Page 57 of The Stone Dogs


  Electricity:

  By the 1840s, the basic technology of Draka 19th-century industrialization—reciprocating steam engines, with direct or more commonly pneumatic transmissions to various machines and machine-tools—had been established. The next two generations saw a continuous refinement, increased efficiency, and vast expansion of scale; installed horsepower in the Domination probably surpassed that of Great Britain in the 1850s, and by 1910 it was equal to that of the United States, or equivalent to Germany, France, and Russia combined.

  In the meantime, experimentation had shown itself to be a paying proposition, and the overlords of Drakia were nothing if not practical men; accordingly, they subsidized research lavishly. Furthermore, developments in mechanics and especially in industrial chemistry were obviously moving beyond the inspired-tinker stage. Drawing on the partly Germanic educational tradition of their ancestors, both the regular universities and the Technological Institutes (which had originally been craft training centers and lending libraries) increasingly emphasized direct, systematic research in well-equipped laboratories. The largely illiterate and unskilled nature of the industrial workforce paradoxically reinforced the drive for efficiency; by mass-production, assembly-line methods and by "building in" skills into specialized machine tools, it was possible to substitute rote-trained machine tenders for the all-around skilled craftsmen of European countries.

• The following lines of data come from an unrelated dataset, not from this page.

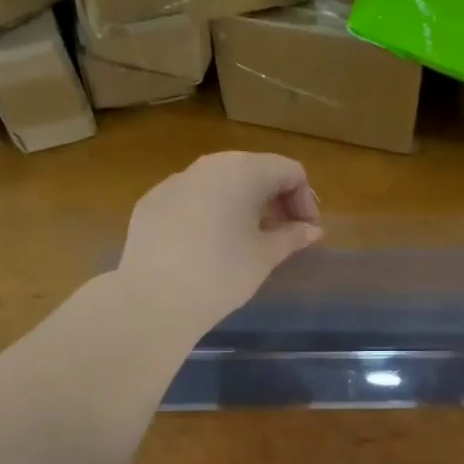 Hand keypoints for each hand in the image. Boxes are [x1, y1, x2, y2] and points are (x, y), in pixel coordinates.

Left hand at [119, 151, 323, 331]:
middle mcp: (209, 165)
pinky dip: (209, 211)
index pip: (289, 171)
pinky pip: (191, 197)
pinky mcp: (152, 201)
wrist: (154, 298)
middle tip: (282, 233)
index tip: (305, 231)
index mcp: (244, 171)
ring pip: (220, 181)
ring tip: (246, 238)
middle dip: (274, 198)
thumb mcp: (265, 256)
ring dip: (241, 203)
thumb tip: (311, 229)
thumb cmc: (222, 274)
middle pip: (254, 169)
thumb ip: (292, 236)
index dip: (305, 199)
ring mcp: (176, 180)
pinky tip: (206, 244) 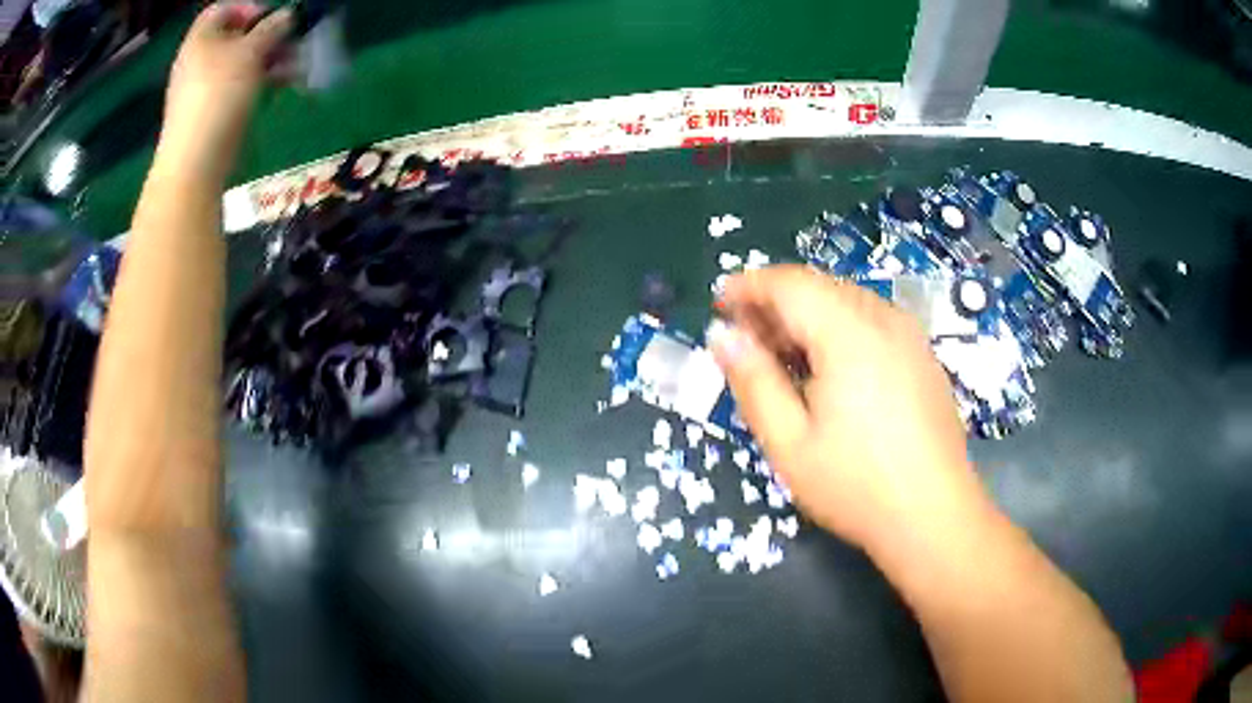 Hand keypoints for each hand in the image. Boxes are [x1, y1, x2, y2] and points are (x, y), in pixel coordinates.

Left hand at [159, 3, 292, 181]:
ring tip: (297, 67)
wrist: (194, 164)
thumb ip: (273, 27)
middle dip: (269, 35)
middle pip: (237, 36)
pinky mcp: (212, 113)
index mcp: (201, 39)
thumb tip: (289, 15)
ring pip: (242, 62)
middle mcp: (199, 60)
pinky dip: (261, 81)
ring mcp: (203, 89)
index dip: (251, 7)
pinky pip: (239, 86)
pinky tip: (283, 85)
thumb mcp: (251, 51)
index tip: (275, 17)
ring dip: (271, 59)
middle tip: (294, 42)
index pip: (224, 8)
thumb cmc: (218, 97)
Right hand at [710, 265, 985, 550]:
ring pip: (847, 302)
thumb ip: (753, 381)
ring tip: (783, 359)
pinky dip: (838, 331)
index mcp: (849, 334)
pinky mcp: (923, 357)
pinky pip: (872, 323)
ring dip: (807, 317)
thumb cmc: (857, 485)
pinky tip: (829, 373)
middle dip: (776, 303)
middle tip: (746, 341)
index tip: (720, 304)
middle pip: (820, 287)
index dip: (749, 285)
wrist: (935, 516)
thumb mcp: (789, 443)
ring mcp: (910, 336)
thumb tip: (723, 336)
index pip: (790, 283)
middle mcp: (884, 320) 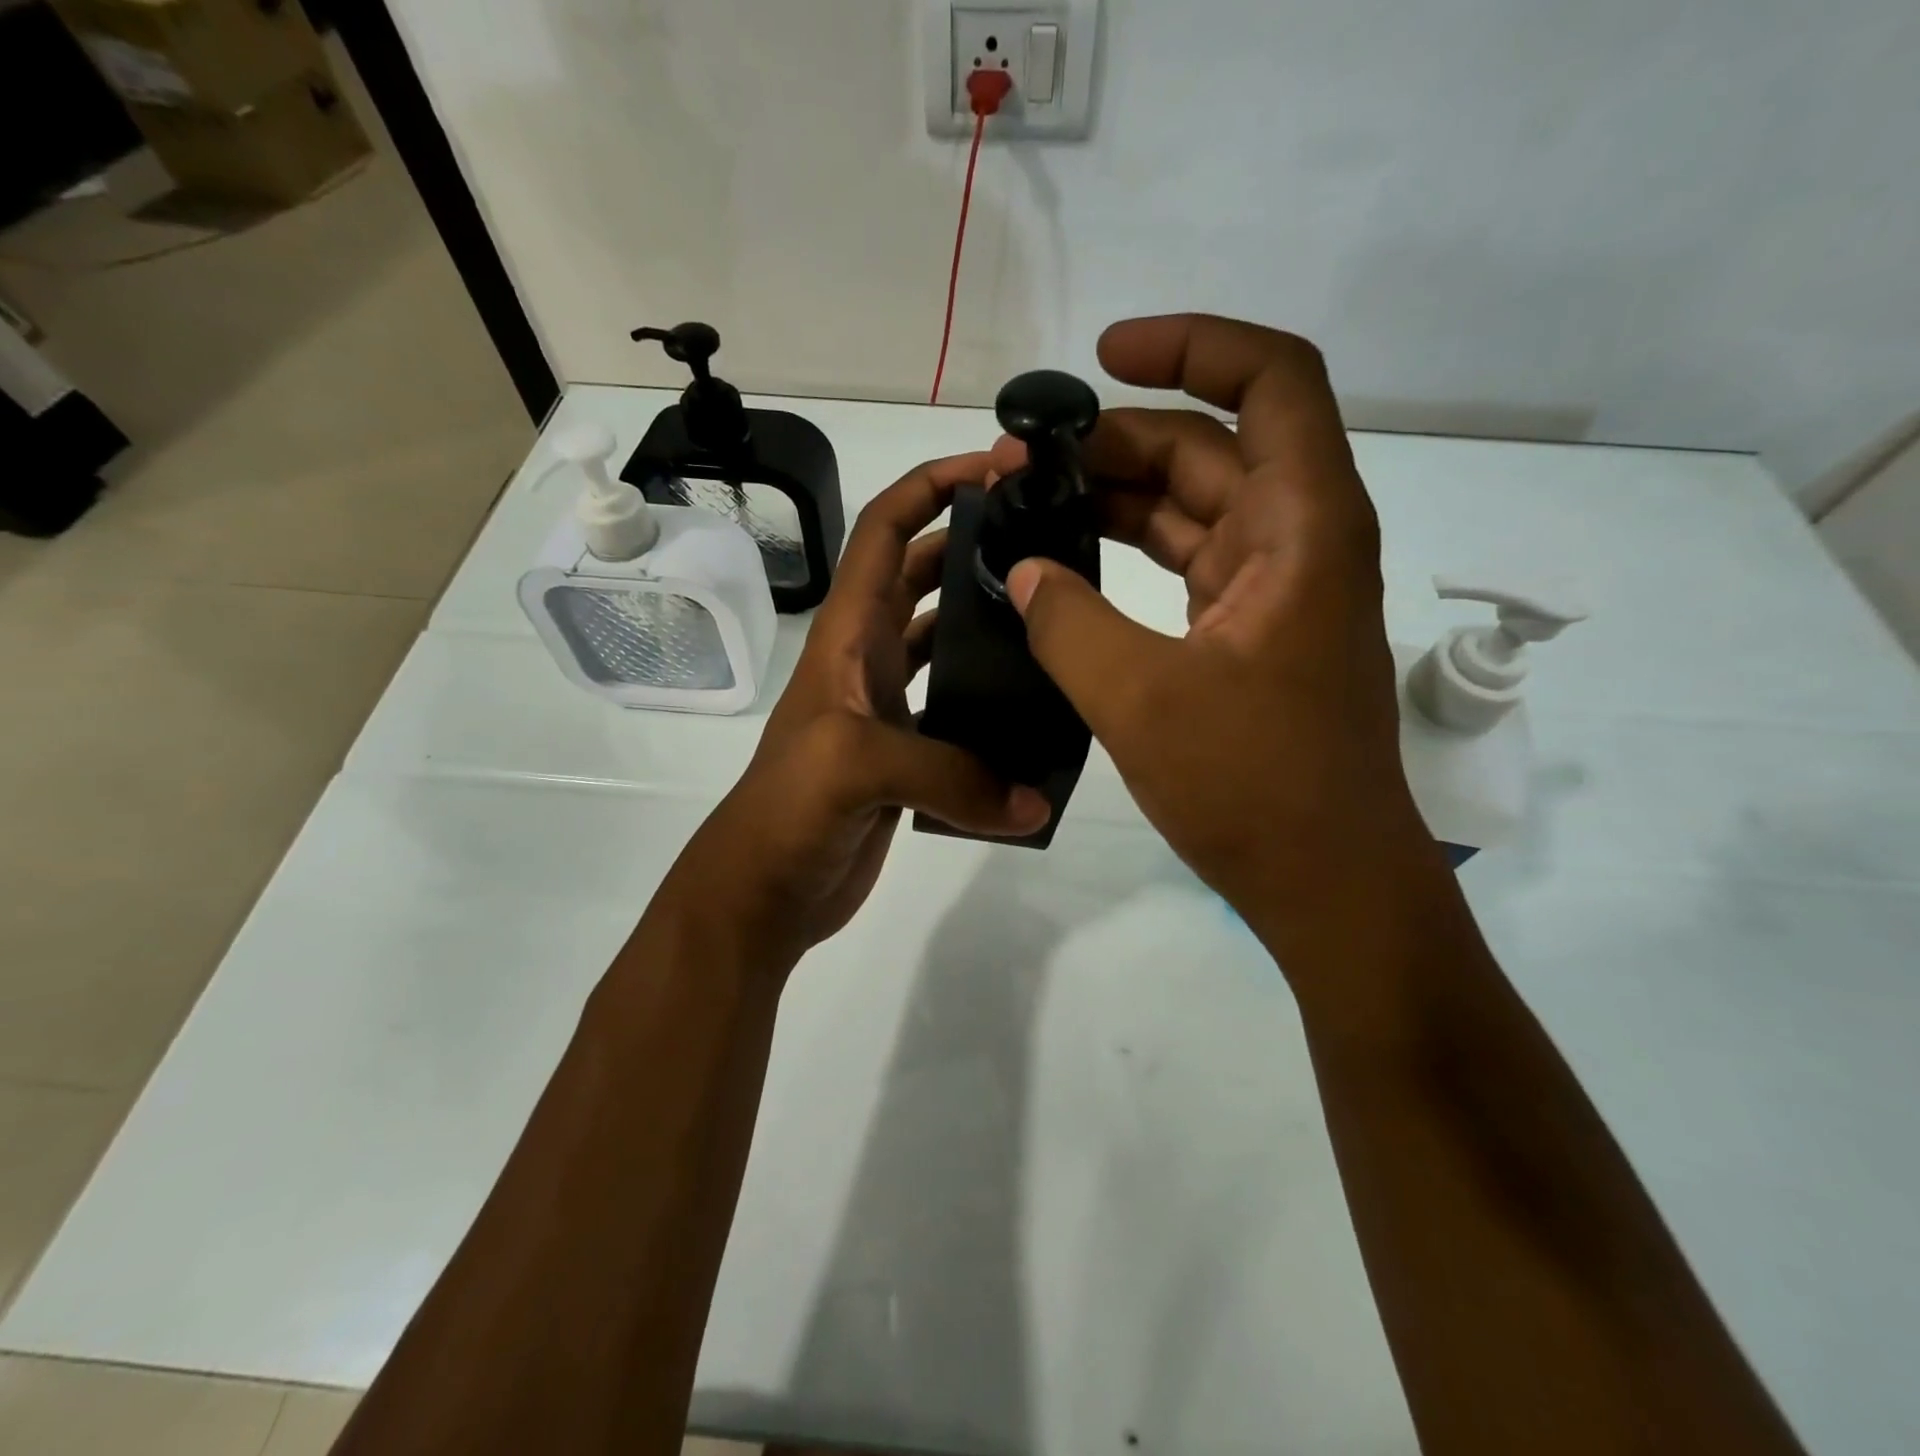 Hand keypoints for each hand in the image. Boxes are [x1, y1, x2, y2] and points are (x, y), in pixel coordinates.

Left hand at [664, 453, 1051, 975]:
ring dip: (988, 621)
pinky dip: (994, 704)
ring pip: (946, 642)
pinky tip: (1039, 710)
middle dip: (976, 543)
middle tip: (1049, 537)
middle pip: (924, 576)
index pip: (885, 530)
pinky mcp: (909, 755)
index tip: (998, 467)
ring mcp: (890, 708)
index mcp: (847, 634)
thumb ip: (952, 775)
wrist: (764, 892)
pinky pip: (961, 710)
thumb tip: (1036, 801)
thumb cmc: (787, 811)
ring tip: (1055, 614)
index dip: (933, 485)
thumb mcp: (857, 767)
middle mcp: (868, 658)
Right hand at [990, 315, 1439, 964]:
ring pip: (1194, 508)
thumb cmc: (1253, 787)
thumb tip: (1021, 572)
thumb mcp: (1141, 700)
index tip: (1106, 356)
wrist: (1324, 880)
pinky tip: (1068, 565)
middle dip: (1116, 440)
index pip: (1272, 381)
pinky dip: (1130, 553)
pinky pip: (1186, 564)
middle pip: (1210, 448)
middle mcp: (1298, 541)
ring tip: (1030, 505)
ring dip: (1117, 497)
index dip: (1193, 346)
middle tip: (1023, 463)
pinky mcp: (1249, 634)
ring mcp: (1274, 589)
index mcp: (1302, 528)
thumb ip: (1068, 623)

  The next major development in power systems was electricity. The initial interest was for communications purposes, and secondarily for electrochemical and electro metallurgical work. Copper-wire telegraphs were introduced in the 1820s, and spread quickly, in the Domination as elsewhere. Long-distance transmission and underwater cables, however, required more theoretical work. The University of Archona [Pretoria, South Africa] succeeded in acquiring the services of Michael Faraday (born 1791, Newlington, Surrey, died 1872, Archona, Archona Province) in 1824. As Director of Electrical Research, he made a number of discoveries, including the basics of electromagnetic induction, and the first electric dynamo and electric motor (1830-33); students under his supervision perfected the lead-acid storage battery. During the 1830s and 1840s, fresh discoveries included electrolytic refining of a number of metals (principally copper and magnesium), electric arc-lights, improved direct-current motors, and electromagnets. In 1838 a new industrial firm, the Faraday Electromagnetic Combine, was established to manufacture and market the new discoveries; Faraday himself was granted 10% of the capital gratis, the remainder being supplied by the government, the Ferrous Metals and Trevithick Autosteamer Combines, and the Landholders' League and individuals.

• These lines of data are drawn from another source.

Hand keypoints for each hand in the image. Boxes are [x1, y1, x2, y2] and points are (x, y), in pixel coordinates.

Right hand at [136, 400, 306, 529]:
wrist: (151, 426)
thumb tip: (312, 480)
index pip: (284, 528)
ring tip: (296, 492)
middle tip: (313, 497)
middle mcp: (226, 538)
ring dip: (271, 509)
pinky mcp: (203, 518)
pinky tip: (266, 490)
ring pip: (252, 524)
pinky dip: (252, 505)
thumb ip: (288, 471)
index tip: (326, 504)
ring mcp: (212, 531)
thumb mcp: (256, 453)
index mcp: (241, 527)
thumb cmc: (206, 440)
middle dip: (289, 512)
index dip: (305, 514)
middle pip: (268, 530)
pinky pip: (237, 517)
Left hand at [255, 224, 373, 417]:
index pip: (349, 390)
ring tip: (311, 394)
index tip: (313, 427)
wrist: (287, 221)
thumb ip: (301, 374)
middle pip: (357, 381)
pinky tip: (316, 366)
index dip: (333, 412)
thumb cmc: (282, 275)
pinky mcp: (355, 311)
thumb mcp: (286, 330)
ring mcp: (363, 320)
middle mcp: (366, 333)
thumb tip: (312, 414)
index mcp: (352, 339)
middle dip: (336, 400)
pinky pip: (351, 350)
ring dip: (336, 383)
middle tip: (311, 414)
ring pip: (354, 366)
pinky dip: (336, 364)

  The combination of dynamo/motor and storage battery made many applications common, although pneumatic-transmission systems remained predominant in most industrial use for several generations. The dynamo was usually powered by axial-flow air turbines, which gave the steady high-speed rotation needed. Carbon-arc lamps quickly took over the high-intensity outdoor and factory lighting roles, and by the 1860s incandescent bulbs had been developed. At roughly the same time small electric generators became common on autosteamers and trains, mainly for lighting purposes. Initially, electric power was generated on the spot in plants, factories and mines via the existing pneumatic transmission methods; there was little incentive to develop central-plant distribution systems until home-lighting became common, or until electric motors began to supplement or replace pneumatic transmission—the latter awaiting the perfection of alternating current motors in the 1870s.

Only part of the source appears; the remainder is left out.